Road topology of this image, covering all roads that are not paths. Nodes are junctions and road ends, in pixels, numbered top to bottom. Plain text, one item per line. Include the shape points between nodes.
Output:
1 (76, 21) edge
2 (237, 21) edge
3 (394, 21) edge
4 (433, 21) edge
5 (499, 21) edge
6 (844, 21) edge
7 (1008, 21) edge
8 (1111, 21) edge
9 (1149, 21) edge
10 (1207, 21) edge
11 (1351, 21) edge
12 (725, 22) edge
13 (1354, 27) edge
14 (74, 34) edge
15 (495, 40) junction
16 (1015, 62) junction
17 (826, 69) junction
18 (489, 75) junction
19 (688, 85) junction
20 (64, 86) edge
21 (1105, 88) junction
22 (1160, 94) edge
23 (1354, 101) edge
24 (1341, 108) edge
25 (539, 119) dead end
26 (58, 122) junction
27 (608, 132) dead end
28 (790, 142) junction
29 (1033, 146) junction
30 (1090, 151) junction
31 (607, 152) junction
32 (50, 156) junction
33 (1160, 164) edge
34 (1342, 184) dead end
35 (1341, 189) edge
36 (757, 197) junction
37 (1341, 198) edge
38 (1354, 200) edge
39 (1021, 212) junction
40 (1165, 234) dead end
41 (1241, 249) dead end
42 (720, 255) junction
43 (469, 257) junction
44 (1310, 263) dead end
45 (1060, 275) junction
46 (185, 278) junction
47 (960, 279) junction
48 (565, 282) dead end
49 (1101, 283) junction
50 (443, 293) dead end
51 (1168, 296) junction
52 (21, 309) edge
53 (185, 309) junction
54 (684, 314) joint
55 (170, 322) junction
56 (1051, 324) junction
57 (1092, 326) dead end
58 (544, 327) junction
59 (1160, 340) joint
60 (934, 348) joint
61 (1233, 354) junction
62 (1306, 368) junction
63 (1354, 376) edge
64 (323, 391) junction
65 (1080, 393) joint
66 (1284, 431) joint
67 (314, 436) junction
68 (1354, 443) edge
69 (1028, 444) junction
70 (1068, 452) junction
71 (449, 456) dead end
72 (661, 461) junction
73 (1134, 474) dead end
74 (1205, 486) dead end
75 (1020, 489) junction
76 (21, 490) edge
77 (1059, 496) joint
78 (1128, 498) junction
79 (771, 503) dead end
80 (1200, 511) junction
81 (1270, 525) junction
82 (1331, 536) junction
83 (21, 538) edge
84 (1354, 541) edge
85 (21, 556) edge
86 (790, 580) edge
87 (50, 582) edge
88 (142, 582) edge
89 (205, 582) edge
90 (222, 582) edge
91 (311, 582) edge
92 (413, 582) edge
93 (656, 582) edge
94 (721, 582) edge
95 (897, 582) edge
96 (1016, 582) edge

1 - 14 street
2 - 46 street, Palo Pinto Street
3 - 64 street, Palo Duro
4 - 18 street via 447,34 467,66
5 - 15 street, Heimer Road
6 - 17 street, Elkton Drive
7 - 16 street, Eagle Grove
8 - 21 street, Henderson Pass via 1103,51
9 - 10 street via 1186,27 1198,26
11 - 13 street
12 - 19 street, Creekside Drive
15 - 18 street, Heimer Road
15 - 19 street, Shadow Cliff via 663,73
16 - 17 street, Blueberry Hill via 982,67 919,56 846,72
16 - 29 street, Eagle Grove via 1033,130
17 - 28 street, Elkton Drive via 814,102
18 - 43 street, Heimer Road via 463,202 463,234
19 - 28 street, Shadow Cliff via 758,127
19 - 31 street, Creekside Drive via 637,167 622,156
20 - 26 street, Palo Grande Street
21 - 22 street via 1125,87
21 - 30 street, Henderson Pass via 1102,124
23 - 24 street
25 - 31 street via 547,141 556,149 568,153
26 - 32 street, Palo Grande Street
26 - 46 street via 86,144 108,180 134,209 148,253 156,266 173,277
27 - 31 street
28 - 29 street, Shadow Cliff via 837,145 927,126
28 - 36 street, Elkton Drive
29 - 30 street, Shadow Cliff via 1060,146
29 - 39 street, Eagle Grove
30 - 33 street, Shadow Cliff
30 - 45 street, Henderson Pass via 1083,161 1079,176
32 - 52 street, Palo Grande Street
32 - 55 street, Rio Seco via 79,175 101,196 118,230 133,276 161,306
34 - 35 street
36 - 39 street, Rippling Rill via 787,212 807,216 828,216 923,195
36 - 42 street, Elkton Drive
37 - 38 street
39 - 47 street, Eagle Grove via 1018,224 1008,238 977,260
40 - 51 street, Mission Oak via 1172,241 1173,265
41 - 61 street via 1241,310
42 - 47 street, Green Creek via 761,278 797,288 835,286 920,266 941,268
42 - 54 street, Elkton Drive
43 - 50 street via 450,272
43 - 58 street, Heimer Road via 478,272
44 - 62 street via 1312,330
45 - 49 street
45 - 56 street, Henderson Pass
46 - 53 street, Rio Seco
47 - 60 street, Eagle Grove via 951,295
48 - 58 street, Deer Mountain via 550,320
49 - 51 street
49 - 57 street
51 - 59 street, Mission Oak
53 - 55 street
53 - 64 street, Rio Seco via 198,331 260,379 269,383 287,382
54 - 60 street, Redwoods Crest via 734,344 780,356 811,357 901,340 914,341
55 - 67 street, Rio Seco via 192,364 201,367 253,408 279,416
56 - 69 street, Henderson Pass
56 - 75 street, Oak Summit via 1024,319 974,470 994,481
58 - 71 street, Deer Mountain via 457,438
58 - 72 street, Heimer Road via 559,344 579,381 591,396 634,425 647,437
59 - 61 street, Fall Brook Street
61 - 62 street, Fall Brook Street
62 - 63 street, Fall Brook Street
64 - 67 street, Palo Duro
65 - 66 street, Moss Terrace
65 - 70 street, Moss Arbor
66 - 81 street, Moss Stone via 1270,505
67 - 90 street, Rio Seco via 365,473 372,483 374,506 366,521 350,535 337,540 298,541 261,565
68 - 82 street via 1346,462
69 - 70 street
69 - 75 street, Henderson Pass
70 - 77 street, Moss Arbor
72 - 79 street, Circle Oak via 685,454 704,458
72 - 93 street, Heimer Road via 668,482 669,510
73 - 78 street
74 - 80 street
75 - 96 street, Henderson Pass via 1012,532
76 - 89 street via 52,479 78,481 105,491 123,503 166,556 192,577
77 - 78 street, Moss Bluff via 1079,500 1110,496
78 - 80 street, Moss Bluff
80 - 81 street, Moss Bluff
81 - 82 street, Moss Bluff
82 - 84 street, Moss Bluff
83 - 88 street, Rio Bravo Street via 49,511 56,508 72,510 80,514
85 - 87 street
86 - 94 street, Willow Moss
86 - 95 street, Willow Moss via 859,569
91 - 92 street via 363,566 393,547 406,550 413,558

WHAT YOU HAVE TO DO:
Produce an exact copy of the entries above.

THE ANSWER:
Road topology of this image, covering all roads that are not paths. Nodes are junctions and road ends, in pixels, numbered top to bottom. Plain text, one item per line. Include the shape points between nodes.
Output:
1 (76, 21) edge
2 (237, 21) edge
3 (394, 21) edge
4 (433, 21) edge
5 (499, 21) edge
6 (844, 21) edge
7 (1008, 21) edge
8 (1111, 21) edge
9 (1149, 21) edge
10 (1207, 21) edge
11 (1351, 21) edge
12 (725, 22) edge
13 (1354, 27) edge
14 (74, 34) edge
15 (495, 40) junction
16 (1015, 62) junction
17 (826, 69) junction
18 (489, 75) junction
19 (688, 85) junction
20 (64, 86) edge
21 (1105, 88) junction
22 (1160, 94) edge
23 (1354, 101) edge
24 (1341, 108) edge
25 (539, 119) dead end
26 (58, 122) junction
27 (608, 132) dead end
28 (790, 142) junction
29 (1033, 146) junction
30 (1090, 151) junction
31 (607, 152) junction
32 (50, 156) junction
33 (1160, 164) edge
34 (1342, 184) dead end
35 (1341, 189) edge
36 (757, 197) junction
37 (1341, 198) edge
38 (1354, 200) edge
39 (1021, 212) junction
40 (1165, 234) dead end
41 (1241, 249) dead end
42 (720, 255) junction
43 (469, 257) junction
44 (1310, 263) dead end
45 (1060, 275) junction
46 (185, 278) junction
47 (960, 279) junction
48 (565, 282) dead end
49 (1101, 283) junction
50 (443, 293) dead end
51 (1168, 296) junction
52 (21, 309) edge
53 (185, 309) junction
54 (684, 314) joint
55 (170, 322) junction
56 (1051, 324) junction
57 (1092, 326) dead end
58 (544, 327) junction
59 (1160, 340) joint
60 (934, 348) joint
61 (1233, 354) junction
62 (1306, 368) junction
63 (1354, 376) edge
64 (323, 391) junction
65 (1080, 393) joint
66 (1284, 431) joint
67 (314, 436) junction
68 (1354, 443) edge
69 (1028, 444) junction
70 (1068, 452) junction
71 (449, 456) dead end
72 (661, 461) junction
73 (1134, 474) dead end
74 (1205, 486) dead end
75 (1020, 489) junction
76 (21, 490) edge
77 (1059, 496) joint
78 (1128, 498) junction
79 (771, 503) dead end
80 (1200, 511) junction
81 (1270, 525) junction
82 (1331, 536) junction
83 (21, 538) edge
84 (1354, 541) edge
85 (21, 556) edge
86 (790, 580) edge
87 (50, 582) edge
88 (142, 582) edge
89 (205, 582) edge
90 (222, 582) edge
91 (311, 582) edge
92 (413, 582) edge
93 (656, 582) edge
94 (721, 582) edge
95 (897, 582) edge
96 (1016, 582) edge

1 - 14 street
2 - 46 street, Palo Pinto Street
3 - 64 street, Palo Duro
4 - 18 street via 447,34 467,66
5 - 15 street, Heimer Road
6 - 17 street, Elkton Drive
7 - 16 street, Eagle Grove
8 - 21 street, Henderson Pass via 1103,51
9 - 10 street via 1186,27 1198,26
11 - 13 street
12 - 19 street, Creekside Drive
15 - 18 street, Heimer Road
15 - 19 street, Shadow Cliff via 663,73
16 - 17 street, Blueberry Hill via 982,67 919,56 846,72
16 - 29 street, Eagle Grove via 1033,130
17 - 28 street, Elkton Drive via 814,102
18 - 43 street, Heimer Road via 463,202 463,234
19 - 28 street, Shadow Cliff via 758,127
19 - 31 street, Creekside Drive via 637,167 622,156
20 - 26 street, Palo Grande Street
21 - 22 street via 1125,87
21 - 30 street, Henderson Pass via 1102,124
23 - 24 street
25 - 31 street via 547,141 556,149 568,153
26 - 32 street, Palo Grande Street
26 - 46 street via 86,144 108,180 134,209 148,253 156,266 173,277
27 - 31 street
28 - 29 street, Shadow Cliff via 837,145 927,126
28 - 36 street, Elkton Drive
29 - 30 street, Shadow Cliff via 1060,146
29 - 39 street, Eagle Grove
30 - 33 street, Shadow Cliff
30 - 45 street, Henderson Pass via 1083,161 1079,176
32 - 52 street, Palo Grande Street
32 - 55 street, Rio Seco via 79,175 101,196 118,230 133,276 161,306
34 - 35 street
36 - 39 street, Rippling Rill via 787,212 807,216 828,216 923,195
36 - 42 street, Elkton Drive
37 - 38 street
39 - 47 street, Eagle Grove via 1018,224 1008,238 977,260
40 - 51 street, Mission Oak via 1172,241 1173,265
41 - 61 street via 1241,310
42 - 47 street, Green Creek via 761,278 797,288 835,286 920,266 941,268
42 - 54 street, Elkton Drive
43 - 50 street via 450,272
43 - 58 street, Heimer Road via 478,272
44 - 62 street via 1312,330
45 - 49 street
45 - 56 street, Henderson Pass
46 - 53 street, Rio Seco
47 - 60 street, Eagle Grove via 951,295
48 - 58 street, Deer Mountain via 550,320
49 - 51 street
49 - 57 street
51 - 59 street, Mission Oak
53 - 55 street
53 - 64 street, Rio Seco via 198,331 260,379 269,383 287,382
54 - 60 street, Redwoods Crest via 734,344 780,356 811,357 901,340 914,341
55 - 67 street, Rio Seco via 192,364 201,367 253,408 279,416
56 - 69 street, Henderson Pass
56 - 75 street, Oak Summit via 1024,319 974,470 994,481
58 - 71 street, Deer Mountain via 457,438
58 - 72 street, Heimer Road via 559,344 579,381 591,396 634,425 647,437
59 - 61 street, Fall Brook Street
61 - 62 street, Fall Brook Street
62 - 63 street, Fall Brook Street
64 - 67 street, Palo Duro
65 - 66 street, Moss Terrace
65 - 70 street, Moss Arbor
66 - 81 street, Moss Stone via 1270,505
67 - 90 street, Rio Seco via 365,473 372,483 374,506 366,521 350,535 337,540 298,541 261,565
68 - 82 street via 1346,462
69 - 70 street
69 - 75 street, Henderson Pass
70 - 77 street, Moss Arbor
72 - 79 street, Circle Oak via 685,454 704,458
72 - 93 street, Heimer Road via 668,482 669,510
73 - 78 street
74 - 80 street
75 - 96 street, Henderson Pass via 1012,532
76 - 89 street via 52,479 78,481 105,491 123,503 166,556 192,577
77 - 78 street, Moss Bluff via 1079,500 1110,496
78 - 80 street, Moss Bluff
80 - 81 street, Moss Bluff
81 - 82 street, Moss Bluff
82 - 84 street, Moss Bluff
83 - 88 street, Rio Bravo Street via 49,511 56,508 72,510 80,514
85 - 87 street
86 - 94 street, Willow Moss
86 - 95 street, Willow Moss via 859,569
91 - 92 street via 363,566 393,547 406,550 413,558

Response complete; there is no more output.